Required action :: An exact copy of every record is the required answer.
Source records START
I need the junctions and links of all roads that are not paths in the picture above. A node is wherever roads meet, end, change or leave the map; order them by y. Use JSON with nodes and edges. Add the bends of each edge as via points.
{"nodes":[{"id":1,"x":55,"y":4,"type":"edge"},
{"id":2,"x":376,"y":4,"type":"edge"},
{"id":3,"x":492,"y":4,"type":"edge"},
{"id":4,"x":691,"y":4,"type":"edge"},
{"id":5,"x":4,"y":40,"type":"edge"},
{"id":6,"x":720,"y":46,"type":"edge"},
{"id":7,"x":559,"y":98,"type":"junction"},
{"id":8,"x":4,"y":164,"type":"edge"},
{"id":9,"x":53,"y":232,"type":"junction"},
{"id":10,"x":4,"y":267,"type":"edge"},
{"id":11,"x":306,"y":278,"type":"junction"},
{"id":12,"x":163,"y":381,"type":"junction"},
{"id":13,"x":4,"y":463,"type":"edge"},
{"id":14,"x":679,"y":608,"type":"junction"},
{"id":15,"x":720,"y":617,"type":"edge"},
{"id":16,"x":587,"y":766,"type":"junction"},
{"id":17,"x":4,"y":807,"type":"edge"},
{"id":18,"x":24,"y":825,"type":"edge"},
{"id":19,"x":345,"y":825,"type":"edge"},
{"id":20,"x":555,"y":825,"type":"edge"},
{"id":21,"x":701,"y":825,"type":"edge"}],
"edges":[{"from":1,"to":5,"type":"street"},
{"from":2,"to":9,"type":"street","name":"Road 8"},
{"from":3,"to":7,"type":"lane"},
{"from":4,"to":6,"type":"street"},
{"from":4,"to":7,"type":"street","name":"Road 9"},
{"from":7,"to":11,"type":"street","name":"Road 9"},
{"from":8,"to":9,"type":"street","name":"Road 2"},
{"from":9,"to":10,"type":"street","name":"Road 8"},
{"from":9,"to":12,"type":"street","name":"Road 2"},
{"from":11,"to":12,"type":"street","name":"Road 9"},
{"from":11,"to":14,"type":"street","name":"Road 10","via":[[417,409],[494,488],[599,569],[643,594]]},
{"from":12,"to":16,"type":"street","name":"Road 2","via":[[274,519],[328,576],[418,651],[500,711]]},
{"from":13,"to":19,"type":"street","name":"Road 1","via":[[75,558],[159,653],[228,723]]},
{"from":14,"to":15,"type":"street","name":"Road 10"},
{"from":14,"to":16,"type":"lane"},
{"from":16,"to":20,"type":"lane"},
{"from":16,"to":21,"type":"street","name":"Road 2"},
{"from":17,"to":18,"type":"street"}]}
Source records END
Reply to the exercise ::
I need the junctions and links of all roads that are not paths in the picture above. A node is wherever roads meet, end, change or leave the map; order them by y. Use JSON with nodes and edges. Add the bends of each edge as via points.
{"nodes":[{"id":1,"x":55,"y":4,"type":"edge"},
{"id":2,"x":376,"y":4,"type":"edge"},
{"id":3,"x":492,"y":4,"type":"edge"},
{"id":4,"x":691,"y":4,"type":"edge"},
{"id":5,"x":4,"y":40,"type":"edge"},
{"id":6,"x":720,"y":46,"type":"edge"},
{"id":7,"x":559,"y":98,"type":"junction"},
{"id":8,"x":4,"y":164,"type":"edge"},
{"id":9,"x":53,"y":232,"type":"junction"},
{"id":10,"x":4,"y":267,"type":"edge"},
{"id":11,"x":306,"y":278,"type":"junction"},
{"id":12,"x":163,"y":381,"type":"junction"},
{"id":13,"x":4,"y":463,"type":"edge"},
{"id":14,"x":679,"y":608,"type":"junction"},
{"id":15,"x":720,"y":617,"type":"edge"},
{"id":16,"x":587,"y":766,"type":"junction"},
{"id":17,"x":4,"y":807,"type":"edge"},
{"id":18,"x":24,"y":825,"type":"edge"},
{"id":19,"x":345,"y":825,"type":"edge"},
{"id":20,"x":555,"y":825,"type":"edge"},
{"id":21,"x":701,"y":825,"type":"edge"}],
"edges":[{"from":1,"to":5,"type":"street"},
{"from":2,"to":9,"type":"street","name":"Road 8"},
{"from":3,"to":7,"type":"lane"},
{"from":4,"to":6,"type":"street"},
{"from":4,"to":7,"type":"street","name":"Road 9"},
{"from":7,"to":11,"type":"street","name":"Road 9"},
{"from":8,"to":9,"type":"street","name":"Road 2"},
{"from":9,"to":10,"type":"street","name":"Road 8"},
{"from":9,"to":12,"type":"street","name":"Road 2"},
{"from":11,"to":12,"type":"street","name":"Road 9"},
{"from":11,"to":14,"type":"street","name":"Road 10","via":[[417,409],[494,488],[599,569],[643,594]]},
{"from":12,"to":16,"type":"street","name":"Road 2","via":[[274,519],[328,576],[418,651],[500,711]]},
{"from":13,"to":19,"type":"street","name":"Road 1","via":[[75,558],[159,653],[228,723]]},
{"from":14,"to":15,"type":"street","name":"Road 10"},
{"from":14,"to":16,"type":"lane"},
{"from":16,"to":20,"type":"lane"},
{"from":16,"to":21,"type":"street","name":"Road 2"},
{"from":17,"to":18,"type":"street"}]}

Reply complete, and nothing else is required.